Well firstly I based it on the fact that I’ve written a similar application on OS X myself which seems like pretty convincing evidence. Secondly you could create a mathematical proof based around the fact that it would be possible to develop such an application on a Turing machine, however I’m on holidays and that’s a lot of work.
December 27, 2004
Er, How ‘Bout Some Figures With That?
Scoble claimed Microsoft was cool because someone else developed an app that ran on it, I pointed out it could have been developed on any OS and then Scoble says:
Ahh, at a higher cost. Which is the whole point of why Windows is used so many places.
Got some figures to back that up? For someone who doesn’t even know who wrote the software I find it rather surprising that you’ve done a cost benefit analysis of developing that application on different platforms.
December 27, 2004
Microsoft Is Still Not Cool Scoble
Scoble thinks that Microsoft is cool because someone wrote a cool application that runs on Windows. Sigh. Talk about taking credit for other people’s work. I’m certain the same application could be created on Linux, Solaris or Mac OS X. Windows is the boring underlay that just happened to be there, not what makes the application cool. Maybe Jonathan Schwartz will blog about how the store could have avoided being locked into Windows by writing the application in Java, or RMS might write an open letter about how the application should be opensourced so that the community could improve it and reduce development costs for the store.
December 26, 2004
Airport Express
David Jericho complains that he had a hard time setting up a new Airport Express.
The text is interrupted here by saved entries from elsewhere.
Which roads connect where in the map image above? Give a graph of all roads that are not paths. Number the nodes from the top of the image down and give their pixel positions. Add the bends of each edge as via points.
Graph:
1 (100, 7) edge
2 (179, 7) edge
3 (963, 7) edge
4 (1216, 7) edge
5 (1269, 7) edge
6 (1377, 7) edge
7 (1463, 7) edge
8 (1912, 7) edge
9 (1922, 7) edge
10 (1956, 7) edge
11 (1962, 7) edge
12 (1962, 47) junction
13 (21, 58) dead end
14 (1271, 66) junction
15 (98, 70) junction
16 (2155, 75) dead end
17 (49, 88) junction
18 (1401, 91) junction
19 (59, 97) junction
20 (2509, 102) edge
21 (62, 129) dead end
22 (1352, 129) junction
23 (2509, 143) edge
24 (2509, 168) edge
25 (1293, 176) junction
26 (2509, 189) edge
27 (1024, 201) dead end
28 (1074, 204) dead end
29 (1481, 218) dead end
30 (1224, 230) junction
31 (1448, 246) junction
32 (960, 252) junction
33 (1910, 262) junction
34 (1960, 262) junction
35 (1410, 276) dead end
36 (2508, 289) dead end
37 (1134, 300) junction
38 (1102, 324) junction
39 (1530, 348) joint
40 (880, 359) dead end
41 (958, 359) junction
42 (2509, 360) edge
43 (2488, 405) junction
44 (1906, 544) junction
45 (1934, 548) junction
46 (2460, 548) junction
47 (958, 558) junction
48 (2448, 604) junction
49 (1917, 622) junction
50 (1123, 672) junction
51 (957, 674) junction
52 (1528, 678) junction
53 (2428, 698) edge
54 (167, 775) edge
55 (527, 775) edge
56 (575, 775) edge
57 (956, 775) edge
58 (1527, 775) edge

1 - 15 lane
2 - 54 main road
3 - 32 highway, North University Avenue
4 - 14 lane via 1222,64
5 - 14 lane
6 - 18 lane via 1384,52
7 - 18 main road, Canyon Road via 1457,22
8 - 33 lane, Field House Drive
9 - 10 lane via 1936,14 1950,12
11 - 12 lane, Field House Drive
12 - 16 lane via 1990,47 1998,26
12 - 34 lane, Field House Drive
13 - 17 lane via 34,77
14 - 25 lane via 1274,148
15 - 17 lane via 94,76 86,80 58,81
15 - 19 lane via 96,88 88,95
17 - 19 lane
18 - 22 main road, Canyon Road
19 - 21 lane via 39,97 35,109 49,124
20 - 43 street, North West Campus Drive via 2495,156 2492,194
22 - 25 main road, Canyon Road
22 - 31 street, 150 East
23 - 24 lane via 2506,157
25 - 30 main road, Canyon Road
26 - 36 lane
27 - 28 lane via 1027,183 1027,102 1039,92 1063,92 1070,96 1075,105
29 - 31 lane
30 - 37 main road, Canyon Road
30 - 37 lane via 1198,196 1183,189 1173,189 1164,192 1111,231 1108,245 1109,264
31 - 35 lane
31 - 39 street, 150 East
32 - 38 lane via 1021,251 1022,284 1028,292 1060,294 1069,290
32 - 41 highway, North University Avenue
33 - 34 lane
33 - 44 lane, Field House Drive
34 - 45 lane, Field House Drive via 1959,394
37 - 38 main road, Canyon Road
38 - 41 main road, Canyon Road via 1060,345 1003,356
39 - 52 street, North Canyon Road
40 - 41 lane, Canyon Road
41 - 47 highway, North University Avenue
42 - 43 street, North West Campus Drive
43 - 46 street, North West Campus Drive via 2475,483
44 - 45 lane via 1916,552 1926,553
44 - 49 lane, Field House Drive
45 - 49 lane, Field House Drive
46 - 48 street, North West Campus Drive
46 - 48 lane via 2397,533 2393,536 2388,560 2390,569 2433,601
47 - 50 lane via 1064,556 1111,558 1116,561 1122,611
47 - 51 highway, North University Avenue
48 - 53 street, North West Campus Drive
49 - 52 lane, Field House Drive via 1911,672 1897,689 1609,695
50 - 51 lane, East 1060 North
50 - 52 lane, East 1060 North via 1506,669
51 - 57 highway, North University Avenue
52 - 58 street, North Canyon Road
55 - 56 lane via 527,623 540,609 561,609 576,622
I’m not what caused his experience to go so badly but my parents managed to set up an Airport Express without any problems – I know because I’m using it right now. You can troop out the old stalwart anti-Apple crap all you like but it doesn’t make it true. Apple *does* play well with others, they go to great lengths to make their software compatible – it’s certainly not perfect but there’s a lot of good stuff in there to make compatibility easy – I know because I use Macs in cross-platform, cross-hardware situations on a daily basis.